Santo Tomás de Aquino: El Doctor Angélico que iluminó al mundo

Historia

Santo Tomás de Aquino nació en marzo del año 1225 en el castillo de Rocaseca, cerca de la ciudad de Aquino. Su padre, Landulfo, pertenecía a la noble casa de los condes de Aquino, y su madre, Teodora, descendía de los príncipes normandos. Antes de su nacimiento, un santo ermitaño anunció a su madre que el niño vestiría el hábito de Santo Domingo y sería honra de su linaje y luz para el mundo. Con estas palabras proféticas comenzó la historia de quien llegaría a ser una de las mayores lumbreras de la Iglesia.

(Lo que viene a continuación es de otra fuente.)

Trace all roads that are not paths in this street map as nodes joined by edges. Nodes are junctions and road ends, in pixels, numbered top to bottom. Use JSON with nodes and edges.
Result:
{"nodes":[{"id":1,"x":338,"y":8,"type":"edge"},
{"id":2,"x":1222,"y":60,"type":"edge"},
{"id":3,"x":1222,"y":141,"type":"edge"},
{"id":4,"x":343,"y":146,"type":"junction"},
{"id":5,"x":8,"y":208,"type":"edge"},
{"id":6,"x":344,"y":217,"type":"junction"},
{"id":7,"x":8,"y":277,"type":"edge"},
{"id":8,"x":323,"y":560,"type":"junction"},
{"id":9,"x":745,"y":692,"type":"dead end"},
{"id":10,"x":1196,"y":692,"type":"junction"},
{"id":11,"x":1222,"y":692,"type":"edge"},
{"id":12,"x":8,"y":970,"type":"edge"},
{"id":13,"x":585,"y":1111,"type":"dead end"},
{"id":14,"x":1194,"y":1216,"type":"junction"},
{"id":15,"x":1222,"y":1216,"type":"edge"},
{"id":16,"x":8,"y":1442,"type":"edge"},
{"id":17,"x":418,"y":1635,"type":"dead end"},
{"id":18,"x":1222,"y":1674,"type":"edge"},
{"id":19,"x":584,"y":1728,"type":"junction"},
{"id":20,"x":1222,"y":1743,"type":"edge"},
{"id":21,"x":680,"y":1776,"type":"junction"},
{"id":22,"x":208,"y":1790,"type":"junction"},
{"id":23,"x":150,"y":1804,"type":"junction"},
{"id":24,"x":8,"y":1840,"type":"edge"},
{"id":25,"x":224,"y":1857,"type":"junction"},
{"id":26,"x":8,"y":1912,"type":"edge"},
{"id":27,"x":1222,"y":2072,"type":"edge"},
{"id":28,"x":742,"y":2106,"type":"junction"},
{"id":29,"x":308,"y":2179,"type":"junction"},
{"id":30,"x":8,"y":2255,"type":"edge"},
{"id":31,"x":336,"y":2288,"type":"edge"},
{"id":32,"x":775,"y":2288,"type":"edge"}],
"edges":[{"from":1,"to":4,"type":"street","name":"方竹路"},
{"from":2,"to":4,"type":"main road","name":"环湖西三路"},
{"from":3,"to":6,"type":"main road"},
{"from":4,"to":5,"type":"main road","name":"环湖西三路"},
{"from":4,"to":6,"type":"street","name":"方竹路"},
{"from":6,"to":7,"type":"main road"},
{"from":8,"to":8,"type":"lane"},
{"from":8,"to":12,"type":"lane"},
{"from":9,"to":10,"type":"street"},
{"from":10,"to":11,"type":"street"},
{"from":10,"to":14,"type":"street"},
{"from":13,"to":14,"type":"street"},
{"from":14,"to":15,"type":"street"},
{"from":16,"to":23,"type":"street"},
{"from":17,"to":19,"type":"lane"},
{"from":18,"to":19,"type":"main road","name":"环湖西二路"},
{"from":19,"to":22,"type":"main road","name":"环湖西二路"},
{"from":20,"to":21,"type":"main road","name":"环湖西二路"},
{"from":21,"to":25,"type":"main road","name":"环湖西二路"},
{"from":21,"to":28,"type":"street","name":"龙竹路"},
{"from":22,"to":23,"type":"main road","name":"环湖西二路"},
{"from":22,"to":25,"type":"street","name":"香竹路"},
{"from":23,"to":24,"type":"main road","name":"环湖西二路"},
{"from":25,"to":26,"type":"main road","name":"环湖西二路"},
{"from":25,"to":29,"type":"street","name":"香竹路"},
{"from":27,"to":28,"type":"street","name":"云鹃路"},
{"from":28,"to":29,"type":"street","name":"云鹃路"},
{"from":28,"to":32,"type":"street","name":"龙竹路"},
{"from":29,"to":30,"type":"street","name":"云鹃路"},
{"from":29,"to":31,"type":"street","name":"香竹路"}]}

Desde muy pequeño mostró señales extraordinarias de inteligencia y de amor a Dios. Cuando tenía apenas cinco años fue enviado al famoso monasterio de Monte Cassino para ser educado entre los monjes. Allí sorprendía a todos con una pregunta que repetía con frecuencia: “¿Qué cosa es Dios?”. Esta pregunta, tan profunda para un niño, revelaba el ardiente deseo de su alma por conocer al Creador, y en ella estaba ya como en semilla la gran sabiduría que más tarde iluminaría a la Iglesia.

Con el paso de los años fue enviado a Nápoles para estudiar gramática, retórica, filosofía y otras ciencias. Su inteligencia sobresalía tanto que pronto superó a todos sus compañeros. Sin embargo, su grandeza no estaba sólo en su talento, sino también en su virtud: era silencioso, obediente, modesto y dedicado a la oración, a la cual dedicaba largas horas cada día. Su corazón se inclinaba cada vez más hacia las cosas del cielo y despreciaba las vanidades del mundo.

En Nápoles conoció a los frailes dominicos, cuya vida santa despertó en él el deseo de abrazar la vida religiosa. Pero su familia, que esperaba para él una vida de honores mundanos, se opuso con fuerza. Su madre mandó incluso a sus hermanos soldados para capturarlo cuando viajaba hacia París. Lo llevaron prisionero al castillo familiar, donde permaneció cerca de un año. Sin embargo, en aquella prisión no perdió el ánimo: dedicó su tiempo al estudio de la Sagrada Escritura y a la oración.

Durante ese tiempo sus enemigos intentaron hacerle perder la virtud de la castidad enviándole una mujer para tentarlo. Santo Tomás, armado de valor, tomó un tizón encendido del fuego y persiguió a la mujer hasta que huyó avergonzada. Después, con aquel mismo tizón, dibujó una gran cruz en la pared y se quedó dormido. Entonces, según la tradición, dos ángeles le colocaron un cordón en señal de la gracia de la pureza perpetua que Dios le concedía.

Finalmente logró escapar del castillo y regresar a los dominicos. Fue enviado a estudiar en Colonia bajo la dirección de San Alberto Magno. Al principio sus compañeros lo llamaban burlonamente “el buey mudo de Sicilia” por su silencio. Pero un día, al explicar una difícil cuestión teológica, mostró tal profundidad de inteligencia que su maestro exclamó: “Este buey dará tales bramidos que se oirán por todo el mundo”. Y así fue.

Santo Tomás llegó a ser uno de los más grandes teólogos de la Iglesia. Escribió numerosas obras para defender la fe contra los errores y para explicar las verdades cristianas con claridad admirable. Entre todas destaca su obra inmortal, la Suma Teológica, considerada una de las mayores obras de pensamiento humano. Su doctrina iluminó a la Iglesia durante siglos y fue alabada por papas, concilios y doctores.

Después de una vida de estudio, oración y enseñanza, enfermó mientras se dirigía al Concilio de Lyon. En un monasterio comprendió que allí terminaría su vida. Recibió los sacramentos con gran devoción y, el 7 de marzo de 1274, entregó su alma a Dios. Más tarde fue canonizado y proclamado Doctor de la Iglesia, siendo conocido para siempre como el Doctor Angélico, luz incomparable de la fe católica

Lecciones

1. Buscar a Dios con toda la inteligencia

Santo Tomás nos enseña que la fe y la razón no se oponen, sino que juntas conducen a la verdad.

2. Defender la pureza con valentía

El santo defendió su castidad incluso en medio de fuertes tentaciones.

3. Unir el estudio con la oración

Antes de resolver una dificultad, acudía primero a la oración.

4. Buscar sólo a Dios como recompensa

Cuando Cristo le preguntó qué deseaba por su trabajo, respondió: “Nada sino a Vos, Señor”.

Santo Tomás de Aquino nos enseña que el uso más alto de la inteligencia es buscar y conocer a Dios, y que la verdadera sabiduría nace de la oración.”